In the final LEEP report, the IJC encourages states and provinces in the Great Lakes Basin to apply the public trust as a framework for future policy decisions in order to prevent and minimize harmful algal blooms (HABs) in Lake Erie. From the final LEEP report:

“The governments of Michigan, New York, Ohio, Pennsylvania and Ontario should apply a public trust framework consisting of a set of important common law legal principles shared by both countries, as an added measure of protection for Lake Erie water quality; government should apply this framework as an added decision-making tool in policies, permitting and other proceedings…”

Functionally, the public trust guarantees each person as a member of the public the right to fish, boat, swim, and recreate in Lake Erie, and to enjoy the protection of the water quality and quantity of these waters, free of impairment. The effects of HABs – from “dead zones” that suffocate aquatic species, to toxic secretions that close beaches and pose health hazards to boaters, fishers, and swimmers – are clear violations of the public trust. Thus, as sworn guardians of the Great Lakes waters under the public trust, the states have a duty to take reasonable measures to restore the water quality and ensure that the public can fully enjoy their protected water uses.

“We applaud the IJC for its foresight and guidance on one of the greatest threats to the Great Lakes, and urge the states to immediately implement and evaluation actions necessary to address nutrient runoff problems,” says FLOW Founder Jim Olson. “The IJC’s sense of urgency and call for cooperation sets the tone for immediate action in reducing reactive phosphorus loading, aimed at the “hot spots” first,” he says.

“The call for a public trust framework recognizes a benchmark adopted by the courts of all eight Great Lakes states and Ontario,” he explains. “This benchmark means governments must act. They have an affirmative duty,” he says.

“It also means that all private interests involved with phosphorus management practices, farming, and the non profit organization sector must work together, because we share this common water held in public trust. Finally, it means that if the states, province, and those engaged activities that fall short of best practices or fail to reduce phosphorus by setting a limit for Lake Erie, then the citizens as legal beneficiaries may seek recourse to make sure that the continuing nuisance and interference with private and public uses of high value are protected,” he says.

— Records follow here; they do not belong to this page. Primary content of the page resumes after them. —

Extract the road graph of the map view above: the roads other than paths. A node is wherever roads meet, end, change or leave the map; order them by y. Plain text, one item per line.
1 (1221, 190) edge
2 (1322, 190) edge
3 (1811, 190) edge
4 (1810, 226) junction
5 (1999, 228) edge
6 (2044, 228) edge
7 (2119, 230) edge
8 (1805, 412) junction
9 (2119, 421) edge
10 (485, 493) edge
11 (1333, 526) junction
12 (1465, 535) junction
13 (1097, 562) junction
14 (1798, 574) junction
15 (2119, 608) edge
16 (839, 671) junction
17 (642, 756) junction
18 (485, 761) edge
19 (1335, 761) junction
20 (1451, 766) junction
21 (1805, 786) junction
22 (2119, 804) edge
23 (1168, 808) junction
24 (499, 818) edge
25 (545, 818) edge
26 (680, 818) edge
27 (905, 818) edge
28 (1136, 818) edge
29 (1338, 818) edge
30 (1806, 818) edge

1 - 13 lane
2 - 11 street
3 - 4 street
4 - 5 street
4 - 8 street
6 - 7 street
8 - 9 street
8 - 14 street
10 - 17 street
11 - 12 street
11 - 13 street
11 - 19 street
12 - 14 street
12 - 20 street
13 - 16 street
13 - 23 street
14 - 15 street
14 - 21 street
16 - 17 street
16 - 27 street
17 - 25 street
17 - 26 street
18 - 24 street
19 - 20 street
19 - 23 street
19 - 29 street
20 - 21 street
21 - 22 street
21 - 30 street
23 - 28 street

FLOW has worked on the issue of public trust as it relates to HABs for several years. In 2011, Olson and Council of Canadians National Chairperson Maude Barlow authored and presented a report to the IJC on the application of public trust principles to the Great Lakes. In 2013, FLOW submitted comments to the IJC on their 2013 draft LEEP report that enumerated how the public trust framework can complement present regulations and cooperative efforts to prevent nutrient run-off from creating HABs in Lake Erie and elsewhere.

HABs are becoming an increasingly common problem in other Great Lakes regions including Green Bay, Saginaw Bay, and along some parts of the eastern shoreline of Lake Michigan. “Utilizing the public trust framework as a means for solving HABs in Lake Erie is just the first step,” says FLOW’s executive director, Liz Kirkwood. “Once the Lake Erie Basin states demonstrate the application and effectiveness of the public trust in solving HABs, it will be much easier for the rest of the Great Lakes Basin states to follow suit. This problem is not limited to Lake Erie.”

The IJC has taken a significant step to lead the governments and citizens and interested parties to a goal of reduced phosphorus loading of Lake Erie, to a point where the reactive devastating harm and public nuisance can be abated.